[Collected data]
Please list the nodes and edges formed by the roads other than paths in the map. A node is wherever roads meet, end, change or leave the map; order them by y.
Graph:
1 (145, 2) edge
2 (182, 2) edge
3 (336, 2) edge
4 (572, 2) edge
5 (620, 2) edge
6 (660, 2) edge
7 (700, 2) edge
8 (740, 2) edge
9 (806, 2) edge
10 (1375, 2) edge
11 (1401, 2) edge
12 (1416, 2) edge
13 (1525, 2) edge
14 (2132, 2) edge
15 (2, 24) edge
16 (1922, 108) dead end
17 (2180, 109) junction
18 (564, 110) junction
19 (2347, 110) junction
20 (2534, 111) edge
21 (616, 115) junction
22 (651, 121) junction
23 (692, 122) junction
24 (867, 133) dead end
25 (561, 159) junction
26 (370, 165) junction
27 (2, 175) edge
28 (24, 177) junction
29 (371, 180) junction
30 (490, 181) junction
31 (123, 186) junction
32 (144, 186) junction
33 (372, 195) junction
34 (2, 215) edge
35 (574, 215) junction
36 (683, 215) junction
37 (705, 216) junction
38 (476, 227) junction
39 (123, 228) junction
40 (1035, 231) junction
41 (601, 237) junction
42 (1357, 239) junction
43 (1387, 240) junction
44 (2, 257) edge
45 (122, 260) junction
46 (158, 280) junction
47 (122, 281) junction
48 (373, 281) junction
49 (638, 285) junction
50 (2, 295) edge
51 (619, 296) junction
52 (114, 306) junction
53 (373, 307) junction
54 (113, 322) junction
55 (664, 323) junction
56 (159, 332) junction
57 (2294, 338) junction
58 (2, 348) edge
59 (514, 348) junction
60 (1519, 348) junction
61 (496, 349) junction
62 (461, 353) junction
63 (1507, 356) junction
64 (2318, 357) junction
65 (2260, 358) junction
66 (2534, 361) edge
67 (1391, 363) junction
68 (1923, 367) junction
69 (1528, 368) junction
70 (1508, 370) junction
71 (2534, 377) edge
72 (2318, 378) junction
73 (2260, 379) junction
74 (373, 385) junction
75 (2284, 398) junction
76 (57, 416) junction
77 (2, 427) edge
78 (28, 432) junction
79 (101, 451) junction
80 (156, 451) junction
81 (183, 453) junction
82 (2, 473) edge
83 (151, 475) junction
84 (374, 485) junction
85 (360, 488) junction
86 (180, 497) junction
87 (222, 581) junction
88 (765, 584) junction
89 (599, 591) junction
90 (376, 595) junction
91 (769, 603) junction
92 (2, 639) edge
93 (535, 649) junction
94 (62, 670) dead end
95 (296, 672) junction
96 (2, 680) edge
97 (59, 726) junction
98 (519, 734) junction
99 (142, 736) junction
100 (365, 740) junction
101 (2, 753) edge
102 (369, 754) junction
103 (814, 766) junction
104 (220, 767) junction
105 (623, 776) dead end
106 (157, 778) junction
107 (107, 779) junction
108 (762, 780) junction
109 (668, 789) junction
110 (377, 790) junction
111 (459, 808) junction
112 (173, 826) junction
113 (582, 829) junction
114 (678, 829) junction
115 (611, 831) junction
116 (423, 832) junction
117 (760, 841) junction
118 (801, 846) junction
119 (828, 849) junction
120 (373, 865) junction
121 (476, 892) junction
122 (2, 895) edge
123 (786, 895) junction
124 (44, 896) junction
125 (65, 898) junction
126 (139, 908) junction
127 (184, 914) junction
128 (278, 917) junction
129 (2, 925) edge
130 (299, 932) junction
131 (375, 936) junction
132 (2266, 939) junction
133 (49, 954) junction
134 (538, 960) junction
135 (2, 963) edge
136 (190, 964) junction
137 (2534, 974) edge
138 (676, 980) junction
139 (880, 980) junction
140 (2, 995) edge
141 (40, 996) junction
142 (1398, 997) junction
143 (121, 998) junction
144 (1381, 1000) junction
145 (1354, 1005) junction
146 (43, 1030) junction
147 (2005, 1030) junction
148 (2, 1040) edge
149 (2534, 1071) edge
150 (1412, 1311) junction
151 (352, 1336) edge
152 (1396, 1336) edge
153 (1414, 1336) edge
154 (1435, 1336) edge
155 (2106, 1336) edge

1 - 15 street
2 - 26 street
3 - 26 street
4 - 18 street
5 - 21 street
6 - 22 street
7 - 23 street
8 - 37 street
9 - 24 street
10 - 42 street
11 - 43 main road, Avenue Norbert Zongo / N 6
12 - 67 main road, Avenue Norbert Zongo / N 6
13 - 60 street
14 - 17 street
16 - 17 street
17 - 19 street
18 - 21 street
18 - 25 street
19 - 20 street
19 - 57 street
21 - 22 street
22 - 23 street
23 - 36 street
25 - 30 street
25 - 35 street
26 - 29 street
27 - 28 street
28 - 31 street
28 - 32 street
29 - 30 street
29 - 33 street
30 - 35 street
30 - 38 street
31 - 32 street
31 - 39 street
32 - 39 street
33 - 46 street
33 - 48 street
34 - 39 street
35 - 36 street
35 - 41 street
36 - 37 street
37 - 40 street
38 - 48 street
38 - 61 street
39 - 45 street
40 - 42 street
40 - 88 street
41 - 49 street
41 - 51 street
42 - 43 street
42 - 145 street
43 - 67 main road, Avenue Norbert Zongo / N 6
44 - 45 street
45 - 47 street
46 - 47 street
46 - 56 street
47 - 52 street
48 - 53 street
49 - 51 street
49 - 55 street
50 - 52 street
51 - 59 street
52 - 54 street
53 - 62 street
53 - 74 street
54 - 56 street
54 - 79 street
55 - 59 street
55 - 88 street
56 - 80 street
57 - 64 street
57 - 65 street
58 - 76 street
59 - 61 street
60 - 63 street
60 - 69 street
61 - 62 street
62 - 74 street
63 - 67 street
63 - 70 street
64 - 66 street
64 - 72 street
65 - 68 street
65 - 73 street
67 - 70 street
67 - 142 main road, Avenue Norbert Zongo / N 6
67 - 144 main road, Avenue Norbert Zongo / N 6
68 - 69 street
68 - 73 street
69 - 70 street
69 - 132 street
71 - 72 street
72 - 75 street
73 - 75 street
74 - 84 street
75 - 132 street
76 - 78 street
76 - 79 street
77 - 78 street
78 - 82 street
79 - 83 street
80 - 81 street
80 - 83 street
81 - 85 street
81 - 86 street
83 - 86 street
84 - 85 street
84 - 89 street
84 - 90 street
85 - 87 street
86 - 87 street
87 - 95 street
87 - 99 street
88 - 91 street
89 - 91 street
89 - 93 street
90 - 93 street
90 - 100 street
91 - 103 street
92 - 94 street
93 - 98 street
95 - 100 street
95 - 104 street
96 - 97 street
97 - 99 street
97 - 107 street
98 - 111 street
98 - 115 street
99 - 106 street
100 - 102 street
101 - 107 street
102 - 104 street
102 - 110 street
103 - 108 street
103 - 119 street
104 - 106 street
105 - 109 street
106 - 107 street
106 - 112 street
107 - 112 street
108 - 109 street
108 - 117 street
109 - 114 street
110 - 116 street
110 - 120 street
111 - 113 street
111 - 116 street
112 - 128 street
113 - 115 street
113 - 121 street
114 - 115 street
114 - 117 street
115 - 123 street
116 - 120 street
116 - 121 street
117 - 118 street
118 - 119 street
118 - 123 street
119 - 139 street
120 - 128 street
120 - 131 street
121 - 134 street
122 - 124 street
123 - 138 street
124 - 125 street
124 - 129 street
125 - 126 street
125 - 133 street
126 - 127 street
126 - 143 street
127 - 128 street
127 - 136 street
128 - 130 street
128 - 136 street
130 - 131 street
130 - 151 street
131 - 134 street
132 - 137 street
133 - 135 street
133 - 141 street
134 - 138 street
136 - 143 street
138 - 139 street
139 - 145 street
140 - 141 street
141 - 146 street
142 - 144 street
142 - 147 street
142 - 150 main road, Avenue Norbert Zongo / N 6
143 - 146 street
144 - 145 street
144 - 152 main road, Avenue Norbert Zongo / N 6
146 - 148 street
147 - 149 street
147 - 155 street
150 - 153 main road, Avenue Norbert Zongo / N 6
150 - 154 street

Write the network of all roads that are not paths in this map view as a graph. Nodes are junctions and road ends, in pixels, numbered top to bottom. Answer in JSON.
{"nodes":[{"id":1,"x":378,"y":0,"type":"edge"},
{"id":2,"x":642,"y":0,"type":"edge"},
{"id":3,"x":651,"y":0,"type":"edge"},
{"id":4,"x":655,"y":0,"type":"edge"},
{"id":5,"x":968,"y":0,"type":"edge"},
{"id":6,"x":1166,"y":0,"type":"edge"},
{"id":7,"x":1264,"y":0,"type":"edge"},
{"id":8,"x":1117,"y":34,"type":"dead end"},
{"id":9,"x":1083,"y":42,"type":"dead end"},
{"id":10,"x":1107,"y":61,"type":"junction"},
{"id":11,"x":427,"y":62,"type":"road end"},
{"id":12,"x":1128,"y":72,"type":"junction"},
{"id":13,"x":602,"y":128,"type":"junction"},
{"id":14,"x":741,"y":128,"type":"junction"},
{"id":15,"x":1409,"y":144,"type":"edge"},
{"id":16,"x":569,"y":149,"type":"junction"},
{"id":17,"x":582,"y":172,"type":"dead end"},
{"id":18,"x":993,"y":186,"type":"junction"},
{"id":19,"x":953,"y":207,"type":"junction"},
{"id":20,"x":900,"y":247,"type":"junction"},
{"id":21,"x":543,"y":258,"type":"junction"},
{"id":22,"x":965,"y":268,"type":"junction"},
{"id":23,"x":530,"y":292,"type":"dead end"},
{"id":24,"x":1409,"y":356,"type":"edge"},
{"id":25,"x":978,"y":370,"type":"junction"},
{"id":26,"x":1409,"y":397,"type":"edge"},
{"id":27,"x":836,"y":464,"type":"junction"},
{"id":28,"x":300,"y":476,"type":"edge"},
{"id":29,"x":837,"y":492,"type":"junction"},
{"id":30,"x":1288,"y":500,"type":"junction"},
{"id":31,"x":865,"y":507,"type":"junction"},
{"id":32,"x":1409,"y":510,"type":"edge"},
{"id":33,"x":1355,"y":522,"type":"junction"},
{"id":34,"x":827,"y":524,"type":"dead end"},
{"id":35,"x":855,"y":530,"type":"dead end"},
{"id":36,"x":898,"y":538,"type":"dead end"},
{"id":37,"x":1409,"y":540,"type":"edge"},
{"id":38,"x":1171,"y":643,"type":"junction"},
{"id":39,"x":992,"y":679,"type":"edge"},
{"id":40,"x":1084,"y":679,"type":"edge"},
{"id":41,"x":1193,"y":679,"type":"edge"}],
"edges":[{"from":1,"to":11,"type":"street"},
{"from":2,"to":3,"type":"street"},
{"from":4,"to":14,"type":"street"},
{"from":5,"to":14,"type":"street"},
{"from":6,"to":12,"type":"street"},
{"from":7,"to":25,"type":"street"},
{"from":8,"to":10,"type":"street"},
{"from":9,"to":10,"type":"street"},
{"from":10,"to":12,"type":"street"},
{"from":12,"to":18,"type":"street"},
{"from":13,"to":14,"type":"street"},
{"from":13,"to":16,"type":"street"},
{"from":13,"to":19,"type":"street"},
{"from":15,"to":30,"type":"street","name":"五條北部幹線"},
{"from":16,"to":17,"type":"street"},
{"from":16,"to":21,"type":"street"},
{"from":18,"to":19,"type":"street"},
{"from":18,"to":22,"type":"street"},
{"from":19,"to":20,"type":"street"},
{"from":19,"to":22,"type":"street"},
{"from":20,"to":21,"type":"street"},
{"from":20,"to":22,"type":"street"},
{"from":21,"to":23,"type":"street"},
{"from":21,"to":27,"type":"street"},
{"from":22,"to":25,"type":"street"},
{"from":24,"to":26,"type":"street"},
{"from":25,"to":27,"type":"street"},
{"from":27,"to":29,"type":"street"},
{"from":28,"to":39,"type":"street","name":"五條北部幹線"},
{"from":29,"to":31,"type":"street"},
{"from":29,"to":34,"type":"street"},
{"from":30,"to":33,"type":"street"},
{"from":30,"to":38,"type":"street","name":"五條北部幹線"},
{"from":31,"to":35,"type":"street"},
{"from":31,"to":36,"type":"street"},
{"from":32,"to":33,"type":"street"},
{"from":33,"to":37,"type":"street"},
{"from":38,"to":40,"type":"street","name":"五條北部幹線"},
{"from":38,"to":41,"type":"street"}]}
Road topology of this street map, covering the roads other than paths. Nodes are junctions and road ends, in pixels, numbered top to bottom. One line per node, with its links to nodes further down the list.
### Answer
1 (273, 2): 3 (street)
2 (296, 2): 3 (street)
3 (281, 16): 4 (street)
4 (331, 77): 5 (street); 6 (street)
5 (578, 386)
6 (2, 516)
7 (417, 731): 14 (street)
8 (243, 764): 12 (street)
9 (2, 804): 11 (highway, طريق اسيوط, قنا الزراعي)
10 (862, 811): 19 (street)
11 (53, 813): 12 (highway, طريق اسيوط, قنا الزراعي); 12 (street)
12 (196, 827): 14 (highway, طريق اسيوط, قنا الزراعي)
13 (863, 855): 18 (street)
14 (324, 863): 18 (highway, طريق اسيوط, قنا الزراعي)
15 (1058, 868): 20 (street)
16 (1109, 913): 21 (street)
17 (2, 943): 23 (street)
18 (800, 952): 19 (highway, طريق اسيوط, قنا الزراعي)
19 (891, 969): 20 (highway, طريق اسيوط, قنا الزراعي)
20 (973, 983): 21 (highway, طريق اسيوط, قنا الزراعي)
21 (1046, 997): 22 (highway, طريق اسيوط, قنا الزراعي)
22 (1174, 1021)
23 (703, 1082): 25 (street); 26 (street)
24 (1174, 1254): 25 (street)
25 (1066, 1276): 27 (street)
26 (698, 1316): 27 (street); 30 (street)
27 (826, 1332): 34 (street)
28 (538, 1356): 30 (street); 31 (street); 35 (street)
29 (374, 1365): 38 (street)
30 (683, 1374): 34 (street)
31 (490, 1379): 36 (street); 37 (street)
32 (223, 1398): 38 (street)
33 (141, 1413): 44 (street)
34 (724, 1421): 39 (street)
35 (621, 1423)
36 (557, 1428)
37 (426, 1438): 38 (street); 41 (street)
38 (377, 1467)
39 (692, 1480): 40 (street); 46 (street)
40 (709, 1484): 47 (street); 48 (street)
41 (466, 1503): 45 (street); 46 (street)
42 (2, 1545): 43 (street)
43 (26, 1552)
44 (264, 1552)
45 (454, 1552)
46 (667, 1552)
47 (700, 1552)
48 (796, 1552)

*Work task*
Check each line of the data above, and please copy the ones in which the string "Norbert" occurs.

*Result of this exercise*
11 - 43 main road, Avenue Norbert Zongo / N 6
12 - 67 main road, Avenue Norbert Zongo / N 6
43 - 67 main road, Avenue Norbert Zongo / N 6
67 - 142 main road, Avenue Norbert Zongo / N 6
67 - 144 main road, Avenue Norbert Zongo / N 6
142 - 150 main road, Avenue Norbert Zongo / N 6
144 - 152 main road, Avenue Norbert Zongo / N 6
150 - 153 main road, Avenue Norbert Zongo / N 6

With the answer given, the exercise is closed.